Provided material START

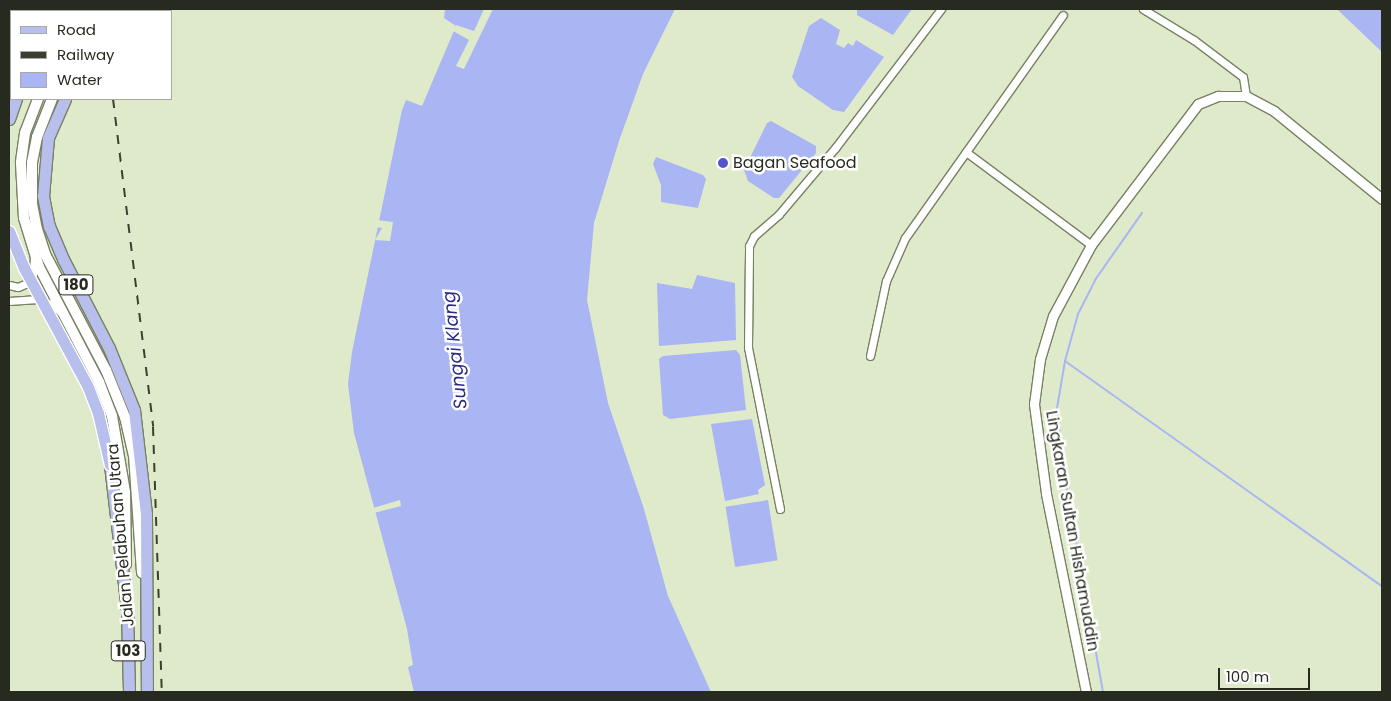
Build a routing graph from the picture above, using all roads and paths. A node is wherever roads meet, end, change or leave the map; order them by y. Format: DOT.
graph roads {
  1 [pos="941,9"];
  2 [pos="1143,9"];
  3 [pos="1063,15"];
  4 [pos="1246,96"];
  5 [pos="16,100"];
  6 [pos="38,100"];
  7 [pos="52,100"];
  8 [pos="65,100"];
  9 [pos="9,119"];
  10 [pos="966,152"];
  11 [pos="1382,199"];
  12 [pos="9,231"];
  13 [pos="1091,245"];
  14 [pos="34,254"];
  15 [pos="9,285"];
  16 [pos="9,301"];
  17 [pos="70,324"];
  18 [pos="870,356"];
  19 [pos="780,509"];
  20 [pos="127,609"];
  21 [pos="144,614"];
  22 [pos="129,692"];
  23 [pos="146,692"];
  24 [pos="1086,692"];
  1 -- 19 [label="street"];
  2 -- 4 [label="street"];
  3 -- 10 [label="street"];
  4 -- 11 [label="street, Lingkaran Sultan Hishamuddin"];
  4 -- 13 [label="street, Lingkaran Sultan Hishamuddin"];
  5 -- 9 [label="main road"];
  6 -- 14 [label="main road, Jalan Pelabuhan Utara / 103"];
  7 -- 21 [label="main road, Jalan Pelabuhan Utara / 103"];
  8 -- 21 [label="main road, 180"];
  10 -- 13 [label="street"];
  10 -- 18 [label="street"];
  12 -- 20 [label="main road, 180, bridge"];
  13 -- 24 [label="street, Lingkaran Sultan Hishamuddin"];
  14 -- 15 [label="street"];
  14 -- 17 [label="main road, Jalan Pelabuhan Utara / 103"];
  16 -- 17 [label="street"];
  17 -- 20 [label="main road, Jalan Pelabuhan Utara / 103"];
  20 -- 22 [label="main road, Jalan Pelabuhan Utara / 103"];
  21 -- 23 [label="main road, Jalan Pelabuhan Utara / 103"];
}
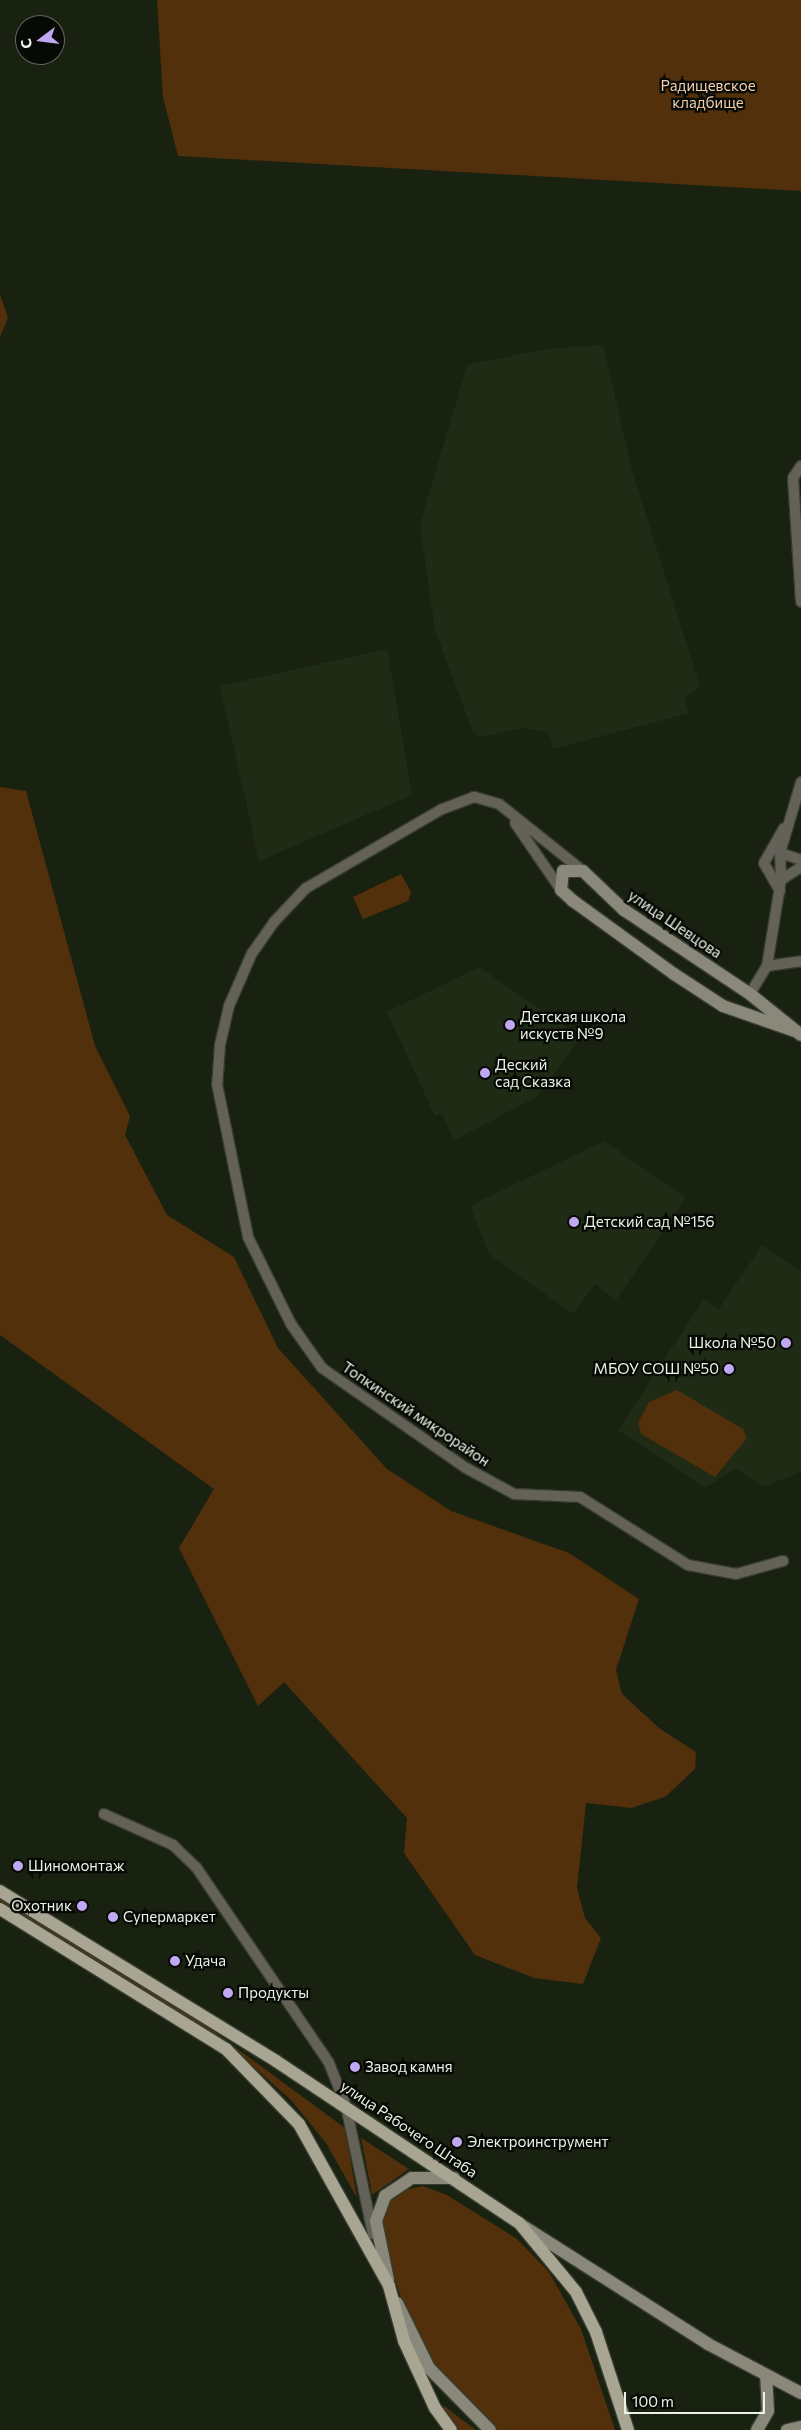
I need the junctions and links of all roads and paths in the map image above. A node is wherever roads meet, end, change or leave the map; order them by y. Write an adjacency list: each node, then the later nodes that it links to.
1 (800, 466): 2 (street)
2 (801, 602)
3 (801, 782): 4 (street)
4 (801, 786): 6 (street)
5 (487, 797): 7 (street, улица Шевцова); 19 (street, Топкинский микрорайон)
6 (794, 810): 8 (street); 14 (street)
7 (511, 816): 11 (street, улица Шевцова); 13 (street)
8 (780, 853): 9 (street); 12 (street)
9 (801, 860)
10 (801, 867): 12 (street)
11 (583, 871): 13 (main road); 17 (main road, улица Шевцова)
12 (781, 880): 14 (street)
13 (561, 890): 18 (main road)
14 (780, 890): 16 (street)
15 (801, 962): 16 (street)
16 (767, 966): 17 (street)
17 (750, 994): 18 (main road, улица Шевцова)
18 (798, 1033)
19 (783, 1561)
20 (104, 1814): 23 (street)
21 (0, 1891): 23 (main road, улица Рабочего Штаба)
22 (0, 1909): 26 (main road)
23 (346, 2106): 24 (main road, улица Рабочего Штаба); 26 (street)
24 (455, 2178): 25 (main road, улица Рабочего Штаба); 26 (main road)
25 (520, 2224): 27 (main road, улица Рабочего Штаба); 30 (main road)
26 (389, 2286): 31 (main road); 32 (main road)
27 (766, 2376): 28 (main road, улица Рабочего Штаба); 33 (main road)
28 (801, 2393)
29 (801, 2427): 34 (main road)
30 (628, 2428)
31 (451, 2430)
32 (490, 2430)
33 (757, 2430)
34 (787, 2430)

Provided material END

### Your goal
Return, from the entries, each line that holds "above".

### Exercise result
Build a routing graph from the picture above, using all roads and paths. A node is wherever roads meet, end, change or leave the map; order them by y. Format: DOT.
I need the junctions and links of all roads and paths in the map image above. A node is wherever roads meet, end, change or leave the map; order them by y. Write an adjacency list: each node, then the later nodes that it links to.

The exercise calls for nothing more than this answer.